Listed records:

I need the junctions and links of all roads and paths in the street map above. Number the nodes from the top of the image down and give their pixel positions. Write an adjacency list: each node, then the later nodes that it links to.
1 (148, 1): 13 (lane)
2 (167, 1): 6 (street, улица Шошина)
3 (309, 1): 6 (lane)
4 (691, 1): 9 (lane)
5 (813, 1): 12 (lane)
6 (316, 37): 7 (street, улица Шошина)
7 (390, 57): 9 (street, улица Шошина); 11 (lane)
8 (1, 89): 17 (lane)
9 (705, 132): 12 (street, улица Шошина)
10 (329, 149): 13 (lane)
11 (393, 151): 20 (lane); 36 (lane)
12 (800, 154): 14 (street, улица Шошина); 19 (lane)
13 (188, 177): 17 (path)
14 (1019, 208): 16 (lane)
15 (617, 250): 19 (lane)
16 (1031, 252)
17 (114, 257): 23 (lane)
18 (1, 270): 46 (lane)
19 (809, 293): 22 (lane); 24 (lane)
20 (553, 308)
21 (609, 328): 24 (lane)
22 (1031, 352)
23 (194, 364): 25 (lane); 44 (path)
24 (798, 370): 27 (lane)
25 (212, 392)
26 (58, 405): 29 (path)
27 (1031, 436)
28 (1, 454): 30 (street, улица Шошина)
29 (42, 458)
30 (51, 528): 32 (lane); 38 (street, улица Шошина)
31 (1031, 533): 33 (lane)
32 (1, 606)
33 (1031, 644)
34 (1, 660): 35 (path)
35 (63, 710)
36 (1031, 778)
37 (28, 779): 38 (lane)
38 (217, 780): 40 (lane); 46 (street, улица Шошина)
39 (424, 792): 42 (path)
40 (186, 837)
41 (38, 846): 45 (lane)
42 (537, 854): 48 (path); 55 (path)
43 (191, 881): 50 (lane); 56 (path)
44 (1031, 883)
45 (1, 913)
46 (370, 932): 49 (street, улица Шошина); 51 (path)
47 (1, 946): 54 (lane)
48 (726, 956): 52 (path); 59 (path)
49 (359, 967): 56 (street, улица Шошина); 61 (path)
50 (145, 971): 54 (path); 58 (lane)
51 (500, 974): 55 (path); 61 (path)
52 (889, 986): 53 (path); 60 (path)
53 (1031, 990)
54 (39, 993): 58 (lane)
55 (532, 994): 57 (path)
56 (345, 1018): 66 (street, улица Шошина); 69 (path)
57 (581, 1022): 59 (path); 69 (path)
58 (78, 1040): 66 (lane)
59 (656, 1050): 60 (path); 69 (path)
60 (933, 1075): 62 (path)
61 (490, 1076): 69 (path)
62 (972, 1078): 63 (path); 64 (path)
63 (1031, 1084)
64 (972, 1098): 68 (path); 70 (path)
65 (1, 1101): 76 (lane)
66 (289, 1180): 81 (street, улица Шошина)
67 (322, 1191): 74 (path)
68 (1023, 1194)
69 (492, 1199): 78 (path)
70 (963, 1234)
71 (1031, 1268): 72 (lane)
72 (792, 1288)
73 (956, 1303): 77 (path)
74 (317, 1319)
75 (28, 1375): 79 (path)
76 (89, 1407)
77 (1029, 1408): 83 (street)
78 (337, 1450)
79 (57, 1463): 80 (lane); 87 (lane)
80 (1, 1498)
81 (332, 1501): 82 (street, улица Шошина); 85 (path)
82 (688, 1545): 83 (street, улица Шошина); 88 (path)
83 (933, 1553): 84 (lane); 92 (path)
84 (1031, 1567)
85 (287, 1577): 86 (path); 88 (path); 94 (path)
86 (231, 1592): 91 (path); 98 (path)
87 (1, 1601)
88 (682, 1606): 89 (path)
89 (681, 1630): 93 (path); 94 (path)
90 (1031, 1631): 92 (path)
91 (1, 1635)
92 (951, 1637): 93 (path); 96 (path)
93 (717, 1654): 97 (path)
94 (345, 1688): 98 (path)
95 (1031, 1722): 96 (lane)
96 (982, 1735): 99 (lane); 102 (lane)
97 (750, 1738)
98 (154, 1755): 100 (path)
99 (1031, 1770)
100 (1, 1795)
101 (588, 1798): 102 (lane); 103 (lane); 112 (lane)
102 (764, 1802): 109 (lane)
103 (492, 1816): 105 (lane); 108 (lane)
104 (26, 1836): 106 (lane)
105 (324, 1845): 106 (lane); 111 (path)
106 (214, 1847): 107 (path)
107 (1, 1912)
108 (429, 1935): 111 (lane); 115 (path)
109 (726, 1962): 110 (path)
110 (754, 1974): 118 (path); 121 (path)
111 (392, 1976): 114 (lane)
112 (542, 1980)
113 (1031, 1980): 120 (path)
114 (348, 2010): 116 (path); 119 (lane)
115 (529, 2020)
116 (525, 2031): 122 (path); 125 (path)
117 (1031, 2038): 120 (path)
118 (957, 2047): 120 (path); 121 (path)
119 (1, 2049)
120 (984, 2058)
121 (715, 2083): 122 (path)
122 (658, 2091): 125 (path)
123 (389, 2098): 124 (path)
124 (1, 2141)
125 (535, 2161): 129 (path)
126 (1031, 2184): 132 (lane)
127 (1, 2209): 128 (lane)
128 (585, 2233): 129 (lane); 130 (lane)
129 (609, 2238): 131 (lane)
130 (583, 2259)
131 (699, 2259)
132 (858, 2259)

What you are asked to do: Every line of the listing should be reproduced exactly.

Answer to this exercise:
I need the junctions and links of all roads and paths in the street map above. Number the nodes from the top of the image down and give their pixel positions. Write an adjacency list: each node, then the later nodes that it links to.
1 (148, 1): 13 (lane)
2 (167, 1): 6 (street, улица Шошина)
3 (309, 1): 6 (lane)
4 (691, 1): 9 (lane)
5 (813, 1): 12 (lane)
6 (316, 37): 7 (street, улица Шошина)
7 (390, 57): 9 (street, улица Шошина); 11 (lane)
8 (1, 89): 17 (lane)
9 (705, 132): 12 (street, улица Шошина)
10 (329, 149): 13 (lane)
11 (393, 151): 20 (lane); 36 (lane)
12 (800, 154): 14 (street, улица Шошина); 19 (lane)
13 (188, 177): 17 (path)
14 (1019, 208): 16 (lane)
15 (617, 250): 19 (lane)
16 (1031, 252)
17 (114, 257): 23 (lane)
18 (1, 270): 46 (lane)
19 (809, 293): 22 (lane); 24 (lane)
20 (553, 308)
21 (609, 328): 24 (lane)
22 (1031, 352)
23 (194, 364): 25 (lane); 44 (path)
24 (798, 370): 27 (lane)
25 (212, 392)
26 (58, 405): 29 (path)
27 (1031, 436)
28 (1, 454): 30 (street, улица Шошина)
29 (42, 458)
30 (51, 528): 32 (lane); 38 (street, улица Шошина)
31 (1031, 533): 33 (lane)
32 (1, 606)
33 (1031, 644)
34 (1, 660): 35 (path)
35 (63, 710)
36 (1031, 778)
37 (28, 779): 38 (lane)
38 (217, 780): 40 (lane); 46 (street, улица Шошина)
39 (424, 792): 42 (path)
40 (186, 837)
41 (38, 846): 45 (lane)
42 (537, 854): 48 (path); 55 (path)
43 (191, 881): 50 (lane); 56 (path)
44 (1031, 883)
45 (1, 913)
46 (370, 932): 49 (street, улица Шошина); 51 (path)
47 (1, 946): 54 (lane)
48 (726, 956): 52 (path); 59 (path)
49 (359, 967): 56 (street, улица Шошина); 61 (path)
50 (145, 971): 54 (path); 58 (lane)
51 (500, 974): 55 (path); 61 (path)
52 (889, 986): 53 (path); 60 (path)
53 (1031, 990)
54 (39, 993): 58 (lane)
55 (532, 994): 57 (path)
56 (345, 1018): 66 (street, улица Шошина); 69 (path)
57 (581, 1022): 59 (path); 69 (path)
58 (78, 1040): 66 (lane)
59 (656, 1050): 60 (path); 69 (path)
60 (933, 1075): 62 (path)
61 (490, 1076): 69 (path)
62 (972, 1078): 63 (path); 64 (path)
63 (1031, 1084)
64 (972, 1098): 68 (path); 70 (path)
65 (1, 1101): 76 (lane)
66 (289, 1180): 81 (street, улица Шошина)
67 (322, 1191): 74 (path)
68 (1023, 1194)
69 (492, 1199): 78 (path)
70 (963, 1234)
71 (1031, 1268): 72 (lane)
72 (792, 1288)
73 (956, 1303): 77 (path)
74 (317, 1319)
75 (28, 1375): 79 (path)
76 (89, 1407)
77 (1029, 1408): 83 (street)
78 (337, 1450)
79 (57, 1463): 80 (lane); 87 (lane)
80 (1, 1498)
81 (332, 1501): 82 (street, улица Шошина); 85 (path)
82 (688, 1545): 83 (street, улица Шошина); 88 (path)
83 (933, 1553): 84 (lane); 92 (path)
84 (1031, 1567)
85 (287, 1577): 86 (path); 88 (path); 94 (path)
86 (231, 1592): 91 (path); 98 (path)
87 (1, 1601)
88 (682, 1606): 89 (path)
89 (681, 1630): 93 (path); 94 (path)
90 (1031, 1631): 92 (path)
91 (1, 1635)
92 (951, 1637): 93 (path); 96 (path)
93 (717, 1654): 97 (path)
94 (345, 1688): 98 (path)
95 (1031, 1722): 96 (lane)
96 (982, 1735): 99 (lane); 102 (lane)
97 (750, 1738)
98 (154, 1755): 100 (path)
99 (1031, 1770)
100 (1, 1795)
101 (588, 1798): 102 (lane); 103 (lane); 112 (lane)
102 (764, 1802): 109 (lane)
103 (492, 1816): 105 (lane); 108 (lane)
104 (26, 1836): 106 (lane)
105 (324, 1845): 106 (lane); 111 (path)
106 (214, 1847): 107 (path)
107 (1, 1912)
108 (429, 1935): 111 (lane); 115 (path)
109 (726, 1962): 110 (path)
110 (754, 1974): 118 (path); 121 (path)
111 (392, 1976): 114 (lane)
112 (542, 1980)
113 (1031, 1980): 120 (path)
114 (348, 2010): 116 (path); 119 (lane)
115 (529, 2020)
116 (525, 2031): 122 (path); 125 (path)
117 (1031, 2038): 120 (path)
118 (957, 2047): 120 (path); 121 (path)
119 (1, 2049)
120 (984, 2058)
121 (715, 2083): 122 (path)
122 (658, 2091): 125 (path)
123 (389, 2098): 124 (path)
124 (1, 2141)
125 (535, 2161): 129 (path)
126 (1031, 2184): 132 (lane)
127 (1, 2209): 128 (lane)
128 (585, 2233): 129 (lane); 130 (lane)
129 (609, 2238): 131 (lane)
130 (583, 2259)
131 (699, 2259)
132 (858, 2259)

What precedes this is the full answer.